On January 9, 2010 the
most important event in Sudan’s history is scheduled to take place. On that
day, in keeping with the Comprehensive Peace Accord forced upon the central
government by the previous US president, the people of South Sudan will vote on
whether they stay a part of a greater Sudan or they will secede from the union.
By all accounts, the South will vote to secede. By the majority of accounts,
the mostly Muslim central government will then resume its war upon the largely
defenseless people of South Sudan. Last week’s bombings appear to be a prelude
to this war.
Before its partition, the
modern borders of Sudan make it, by area, the largest country in Africa. Northern
Sudan, which includes the states of Darfur, has come under increasing Muslim
influence while states in the southern regions have resisted such changes. The
regime in Khartoum is recognized by the United Nations, the African
Union, and the United
States as the only legitimate government. It is also led by the only sitting
head of state to be indicted by the World Court for crimes against humanity and
to have an outstanding arrest warrant still in effect. Since obtaining
independence in 1956 the northern central government and rebel forces in the
South have maintained separate legislative bodies, armed forces, cultural
identities, and economies.
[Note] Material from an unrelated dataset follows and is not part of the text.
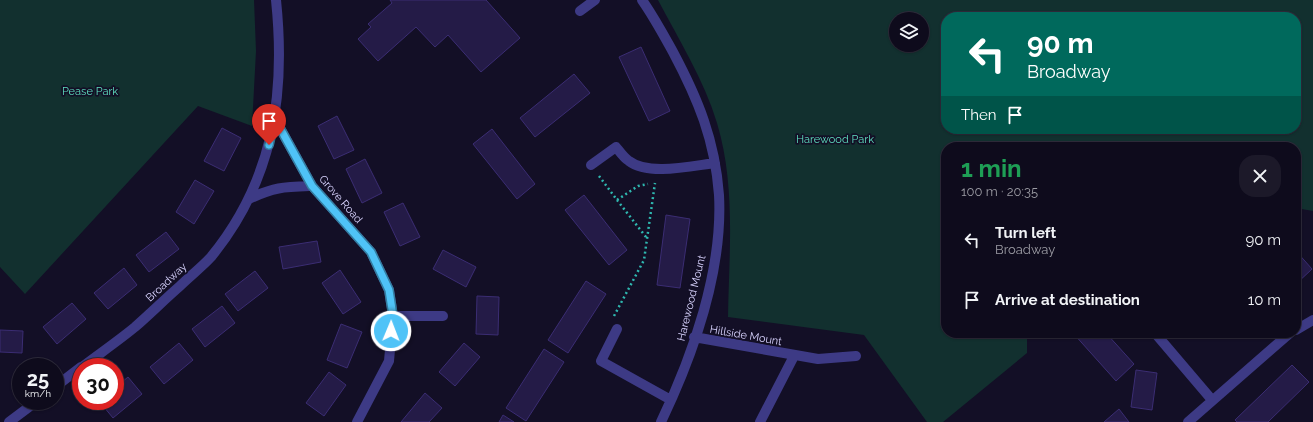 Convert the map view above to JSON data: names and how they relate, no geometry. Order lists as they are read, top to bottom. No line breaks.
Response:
{"streets":{"street":["Grove Road","Broadway","Harewood Mount","Hillside Mount"]},"crossings":[["Grove Road","Broadway"],["Harewood Mount","Hillside Mount"]],"parks":["Pease Park","Harewood Park"],"page":{"turn":["90 m","Broadway"],"then":"Then","heading":["1 min","100 m · 20:35"],"list":[{"name":"Turn left","note":"Broadway","value":"90 m"},{"name":"Arrive at destination","value":"10 m"}],"speed":"25 km/h","limit":"30"}} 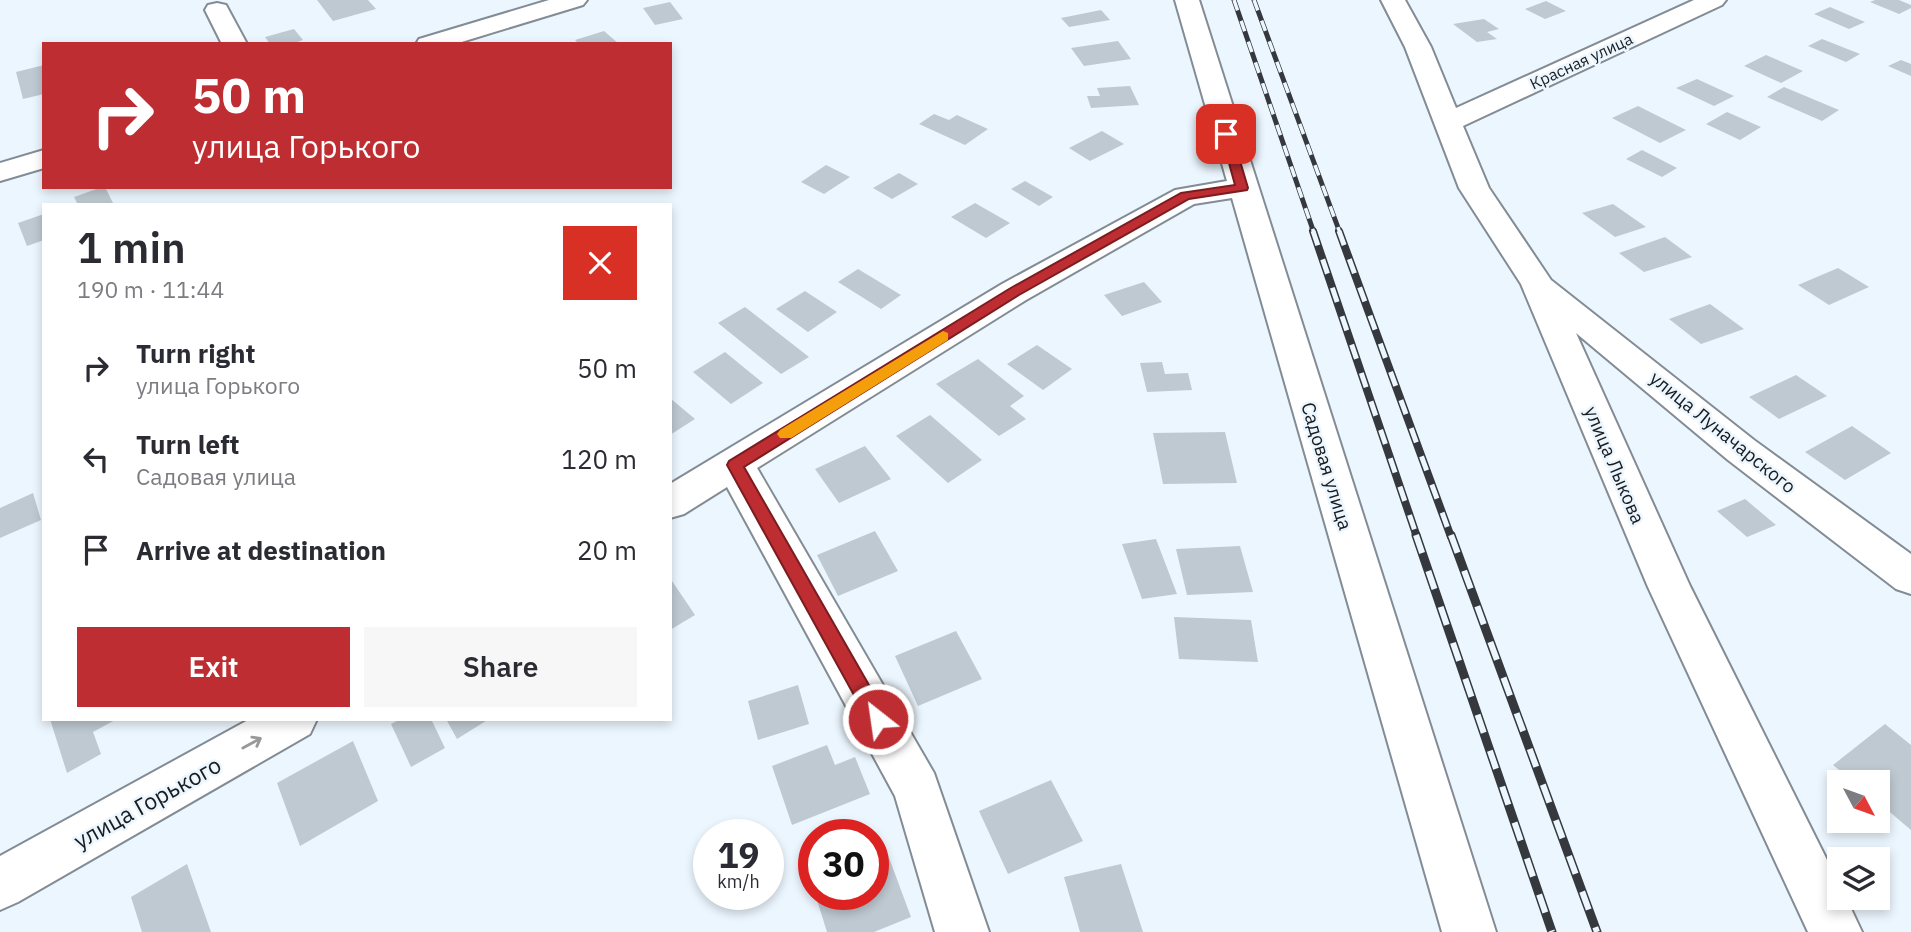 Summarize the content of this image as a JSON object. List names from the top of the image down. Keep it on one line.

Sudan, therefore, has functioned in effect as two
separate nation-states whose interactions have been characterized primarily by
conflict and not cooperation for the good of its citizens. The result is the
longest running civil war in modern times.
South Sudan experiences
crippling conflicts that overlap and perpetuate one another. Family feuds erupt
into violence often years after the initiating events. Clan wars expand to
involve tribes. Tribal wars expand to involve government forces. Multiple
rebellions trigger disproportionate retaliation from the central government
that escalates to genocidal levels. International intervention is hampered by
complex loyalties and agendas that treat human life as a commodity to be bartered.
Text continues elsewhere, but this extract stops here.